Group meetings open to all! Room 61 at Philosophenweg 12, every Wednesday at 10:30!
We are offering a 3-year postdoctoral position to start in Summer/Fall 2026!
More details: https://aas.org/jobregister/ad/ce967564
Link to online application: https://academicjobsonline.org/ajo/jobs/30948
We are proudly supported by the Deutsche Forschungsgemeinschaft through an Emmy Noether Junior Research Group grant.
Sponsored by
Group Members
As of November 2025, our group has 10 members:
My research focuses on the origins of supermassive black holes, reionisation, and the first galaxies in quasar environments. You can read about my research (explained simply) on this page, and find my publication list and supplementary paper data here. I obtained my PhD at the University of Cambridge, and conducted two postdoc positions at University College London and at the Max Planck Institute in Heidelberg before starting the Frontier Research Group.
Benedetta studies the intergalactic medium both during Hydrogen reionisation and Helium reionisation using both modelling and observations. Her ongoing research is attempting to directly measure the neutral fraction at z~6 using the morphology of gaps in the Lyman-alpha forest. Benedetta obtained her PhD from the University of Bonn.

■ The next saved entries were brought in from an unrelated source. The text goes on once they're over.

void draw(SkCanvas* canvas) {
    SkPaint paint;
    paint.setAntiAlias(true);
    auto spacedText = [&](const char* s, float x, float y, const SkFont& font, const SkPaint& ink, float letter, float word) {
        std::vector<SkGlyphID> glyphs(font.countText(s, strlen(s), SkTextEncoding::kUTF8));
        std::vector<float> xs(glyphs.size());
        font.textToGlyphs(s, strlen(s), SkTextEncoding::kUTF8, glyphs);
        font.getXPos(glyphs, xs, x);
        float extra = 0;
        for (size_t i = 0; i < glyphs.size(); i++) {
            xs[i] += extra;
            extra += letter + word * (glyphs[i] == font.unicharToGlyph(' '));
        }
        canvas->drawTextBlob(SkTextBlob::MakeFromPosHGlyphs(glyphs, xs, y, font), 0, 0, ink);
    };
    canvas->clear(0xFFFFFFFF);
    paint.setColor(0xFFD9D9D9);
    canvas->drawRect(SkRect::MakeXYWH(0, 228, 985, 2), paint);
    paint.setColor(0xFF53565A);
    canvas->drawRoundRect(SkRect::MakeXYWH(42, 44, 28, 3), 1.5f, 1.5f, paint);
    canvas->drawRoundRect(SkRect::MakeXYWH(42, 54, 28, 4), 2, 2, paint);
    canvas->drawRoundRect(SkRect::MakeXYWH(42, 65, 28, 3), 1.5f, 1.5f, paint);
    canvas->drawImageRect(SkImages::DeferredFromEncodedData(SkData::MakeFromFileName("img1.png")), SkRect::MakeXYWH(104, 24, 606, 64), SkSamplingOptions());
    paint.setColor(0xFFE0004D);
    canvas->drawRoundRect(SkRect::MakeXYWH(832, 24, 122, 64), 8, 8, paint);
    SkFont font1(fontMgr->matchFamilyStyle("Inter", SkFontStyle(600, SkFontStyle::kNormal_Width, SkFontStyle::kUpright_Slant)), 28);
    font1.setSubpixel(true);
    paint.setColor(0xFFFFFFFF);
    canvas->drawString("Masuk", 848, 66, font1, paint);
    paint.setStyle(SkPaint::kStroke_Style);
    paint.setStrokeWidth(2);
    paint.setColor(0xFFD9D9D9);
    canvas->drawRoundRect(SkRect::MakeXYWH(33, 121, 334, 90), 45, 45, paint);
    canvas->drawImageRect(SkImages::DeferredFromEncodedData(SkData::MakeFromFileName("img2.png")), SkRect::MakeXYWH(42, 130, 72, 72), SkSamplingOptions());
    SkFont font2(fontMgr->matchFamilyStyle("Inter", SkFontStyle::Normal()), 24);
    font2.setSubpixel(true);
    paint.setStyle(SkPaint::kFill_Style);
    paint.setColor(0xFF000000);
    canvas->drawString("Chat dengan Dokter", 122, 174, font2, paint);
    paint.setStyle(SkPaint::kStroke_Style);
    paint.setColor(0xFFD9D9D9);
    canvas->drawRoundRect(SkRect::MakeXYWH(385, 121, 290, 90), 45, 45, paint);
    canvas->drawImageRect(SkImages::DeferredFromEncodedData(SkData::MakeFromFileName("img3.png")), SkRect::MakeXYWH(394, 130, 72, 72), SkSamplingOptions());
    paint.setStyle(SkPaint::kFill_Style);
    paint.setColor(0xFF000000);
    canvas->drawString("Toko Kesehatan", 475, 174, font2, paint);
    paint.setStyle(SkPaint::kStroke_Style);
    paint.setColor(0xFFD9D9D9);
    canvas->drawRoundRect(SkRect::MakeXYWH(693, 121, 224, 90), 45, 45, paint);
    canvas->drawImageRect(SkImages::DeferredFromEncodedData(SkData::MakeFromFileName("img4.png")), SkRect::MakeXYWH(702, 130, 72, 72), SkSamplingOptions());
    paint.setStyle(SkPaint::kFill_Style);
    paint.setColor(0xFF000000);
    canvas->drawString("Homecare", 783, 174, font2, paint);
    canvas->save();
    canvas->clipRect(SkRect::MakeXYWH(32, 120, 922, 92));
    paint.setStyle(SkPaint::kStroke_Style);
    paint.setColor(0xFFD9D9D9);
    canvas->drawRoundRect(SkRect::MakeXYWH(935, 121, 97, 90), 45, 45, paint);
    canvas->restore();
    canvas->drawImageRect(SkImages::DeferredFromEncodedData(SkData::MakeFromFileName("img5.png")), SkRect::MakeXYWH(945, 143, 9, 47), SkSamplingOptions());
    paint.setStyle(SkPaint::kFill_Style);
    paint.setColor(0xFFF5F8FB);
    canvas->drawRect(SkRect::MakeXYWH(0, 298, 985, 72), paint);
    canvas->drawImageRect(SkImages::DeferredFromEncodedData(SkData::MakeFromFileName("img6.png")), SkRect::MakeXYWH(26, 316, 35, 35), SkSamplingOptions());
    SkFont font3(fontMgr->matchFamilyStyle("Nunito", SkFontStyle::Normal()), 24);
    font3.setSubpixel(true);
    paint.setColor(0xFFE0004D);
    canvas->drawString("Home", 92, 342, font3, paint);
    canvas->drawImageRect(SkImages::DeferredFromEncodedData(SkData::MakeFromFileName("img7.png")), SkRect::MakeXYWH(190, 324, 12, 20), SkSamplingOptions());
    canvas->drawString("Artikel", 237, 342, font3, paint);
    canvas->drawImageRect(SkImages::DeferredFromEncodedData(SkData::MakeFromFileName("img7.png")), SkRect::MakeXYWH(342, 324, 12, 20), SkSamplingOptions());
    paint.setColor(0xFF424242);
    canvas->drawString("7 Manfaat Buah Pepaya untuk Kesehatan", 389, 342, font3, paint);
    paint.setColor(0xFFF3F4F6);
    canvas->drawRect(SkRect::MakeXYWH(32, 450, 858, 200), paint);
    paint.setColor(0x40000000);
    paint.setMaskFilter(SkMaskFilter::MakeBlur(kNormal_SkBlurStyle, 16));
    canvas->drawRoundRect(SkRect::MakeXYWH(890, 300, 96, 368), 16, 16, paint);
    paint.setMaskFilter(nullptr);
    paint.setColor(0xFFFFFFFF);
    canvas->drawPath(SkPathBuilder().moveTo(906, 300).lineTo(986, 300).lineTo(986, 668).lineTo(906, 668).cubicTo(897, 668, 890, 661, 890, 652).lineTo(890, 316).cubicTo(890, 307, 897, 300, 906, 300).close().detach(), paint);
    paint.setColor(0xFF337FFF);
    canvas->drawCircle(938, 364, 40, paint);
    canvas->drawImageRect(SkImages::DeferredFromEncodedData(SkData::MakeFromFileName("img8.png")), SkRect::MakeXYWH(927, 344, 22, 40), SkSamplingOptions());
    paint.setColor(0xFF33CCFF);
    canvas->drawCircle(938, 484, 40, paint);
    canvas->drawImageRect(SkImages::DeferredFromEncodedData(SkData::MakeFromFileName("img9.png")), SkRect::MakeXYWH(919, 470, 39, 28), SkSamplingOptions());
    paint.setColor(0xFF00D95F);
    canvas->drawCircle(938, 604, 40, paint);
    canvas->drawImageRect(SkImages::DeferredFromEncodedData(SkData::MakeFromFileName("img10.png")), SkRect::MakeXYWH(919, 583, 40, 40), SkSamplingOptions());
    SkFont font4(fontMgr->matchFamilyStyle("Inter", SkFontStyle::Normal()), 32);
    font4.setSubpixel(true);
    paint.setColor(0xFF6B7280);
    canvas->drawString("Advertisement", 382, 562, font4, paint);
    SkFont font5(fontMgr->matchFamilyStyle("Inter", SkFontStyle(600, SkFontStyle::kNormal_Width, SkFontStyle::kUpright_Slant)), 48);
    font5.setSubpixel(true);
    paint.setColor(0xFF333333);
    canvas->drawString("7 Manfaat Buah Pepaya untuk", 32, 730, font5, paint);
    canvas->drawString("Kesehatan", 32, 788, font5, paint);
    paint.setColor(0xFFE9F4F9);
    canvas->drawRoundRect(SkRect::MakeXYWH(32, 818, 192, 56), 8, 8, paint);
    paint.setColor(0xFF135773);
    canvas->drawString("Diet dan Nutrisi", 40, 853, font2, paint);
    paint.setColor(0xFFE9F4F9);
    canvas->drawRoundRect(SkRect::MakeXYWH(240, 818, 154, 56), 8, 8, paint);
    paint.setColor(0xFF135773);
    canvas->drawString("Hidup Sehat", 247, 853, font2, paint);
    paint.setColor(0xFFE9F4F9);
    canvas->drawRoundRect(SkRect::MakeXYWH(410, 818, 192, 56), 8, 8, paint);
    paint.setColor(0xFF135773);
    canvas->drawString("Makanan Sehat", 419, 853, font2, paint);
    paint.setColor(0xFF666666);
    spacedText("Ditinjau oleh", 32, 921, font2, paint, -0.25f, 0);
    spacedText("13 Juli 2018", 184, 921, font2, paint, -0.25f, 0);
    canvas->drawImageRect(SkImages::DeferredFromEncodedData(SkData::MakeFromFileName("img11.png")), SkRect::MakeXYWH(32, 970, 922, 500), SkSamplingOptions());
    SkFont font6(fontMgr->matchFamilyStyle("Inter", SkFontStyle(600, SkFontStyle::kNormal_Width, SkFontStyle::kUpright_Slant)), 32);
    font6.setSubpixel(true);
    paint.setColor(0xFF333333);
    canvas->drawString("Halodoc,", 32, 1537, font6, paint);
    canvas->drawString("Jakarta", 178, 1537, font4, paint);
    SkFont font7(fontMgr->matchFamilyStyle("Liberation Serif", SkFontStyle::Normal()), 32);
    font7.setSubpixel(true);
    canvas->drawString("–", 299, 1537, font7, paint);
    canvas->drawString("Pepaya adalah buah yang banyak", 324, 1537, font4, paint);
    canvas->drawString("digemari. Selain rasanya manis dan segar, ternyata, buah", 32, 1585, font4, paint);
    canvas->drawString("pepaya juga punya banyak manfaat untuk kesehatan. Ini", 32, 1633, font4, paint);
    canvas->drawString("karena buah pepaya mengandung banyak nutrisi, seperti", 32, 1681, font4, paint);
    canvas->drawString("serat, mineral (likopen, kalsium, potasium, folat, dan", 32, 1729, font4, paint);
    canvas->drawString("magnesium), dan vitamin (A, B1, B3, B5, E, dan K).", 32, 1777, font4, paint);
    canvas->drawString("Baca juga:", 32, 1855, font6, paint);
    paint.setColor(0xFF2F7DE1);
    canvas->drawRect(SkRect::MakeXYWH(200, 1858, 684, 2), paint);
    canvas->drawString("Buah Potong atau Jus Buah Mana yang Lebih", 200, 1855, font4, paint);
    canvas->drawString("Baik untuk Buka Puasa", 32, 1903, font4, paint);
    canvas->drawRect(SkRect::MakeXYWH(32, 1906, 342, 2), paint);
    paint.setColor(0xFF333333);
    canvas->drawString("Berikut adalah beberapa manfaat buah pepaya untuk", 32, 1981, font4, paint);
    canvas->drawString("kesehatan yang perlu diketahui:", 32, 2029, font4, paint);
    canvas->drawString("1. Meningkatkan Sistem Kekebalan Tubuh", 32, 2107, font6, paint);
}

Klaudia is conducting her PhD in the group on the topic of proximate Lyman-alpha emitters: galaxies living very close to bright quasars in the early Universe, such that their intrinsically double-peaked Lyman-alpha emission line is visible. She is a member of IMPRS-Heidelberg. Her first paper, on LAE-11 at z=6.6, is published: https://arxiv.org/abs/2412.12256
Shengxiu has joined our group on a CSC Scholarship. He is using LBT-LUCI observations of SDSS-RM quasars to obtain better virial estimator of black hole mass using the Paschen-series emission lines.
Arpita started her PhD in 2025. She is using SphereX data to study hot dusty structures around quasars and understand the conditions that shape their presence and properties.
Seyeon is a joint PhD student between our group and the REIGM theory research group at the Max Planck Institute for Astronomy. She is developing numerical simulations of the IGM which will enable us to constrain reionisation history and the properties of Warm Dark Matter from GHOSTLy data.
Lasse recently started looking for analogue of Little Red Dots in the late Universe. In the process, he found a very interesting low-z AGN...
Goraksh has joined the group for a year with an IISER-MPG scholarship! He is forward-modelling the galaxy-IGM connection in various models of reionisation.
Yu-Ruei is looking for presence of a galaxy overdensity in one of the most transparent Lyman-alpha forest sightlines during reionisation.
Juri is doing an internship in our group on the topic of the relation between BLR size and luminosity in bright quasars.
Former Group Members
Jonathan is a master student working on a thesis on the topic of high-redshift quasars. He is looking for variability in the infrared brightness of the first quasars using archival and new data from the GROND instrument. A paper based on his thesis results is in prep.
Saba is a PhD student at the University of Chicago who previously did an internship in Heidelberg as an MPIA summer student. She visited us to finish a project which arose from that internship: putting the tightest constraints on temperature fluctuations in the intergalactic medium arising form Helium reionisation at z~4. Her paper is now submitted: https://ui.adsabs.harvard.edu/abs/2025arXiv250105575E/abstract
Bartosz was a student at the University of Heidelberg who conducted his master's thesis on the topic of quasar evolution. He found close analogues of the first quasars at later times using eBOSS and X-Shooter data.
Ander conducted a master's thesis studying the intergalactic medium. He is developing a new method for constraining the nature of dark matter using machine-learning of the Lyman-alpha forest. Ander works in collaboration with Dr. Prakash Gaikwad of the REIGM research group at MPIA. Ander is now a PhD student in the IMPRS-TRUST program at the Max Planck Institute for Software Systems in Kaiserlautern.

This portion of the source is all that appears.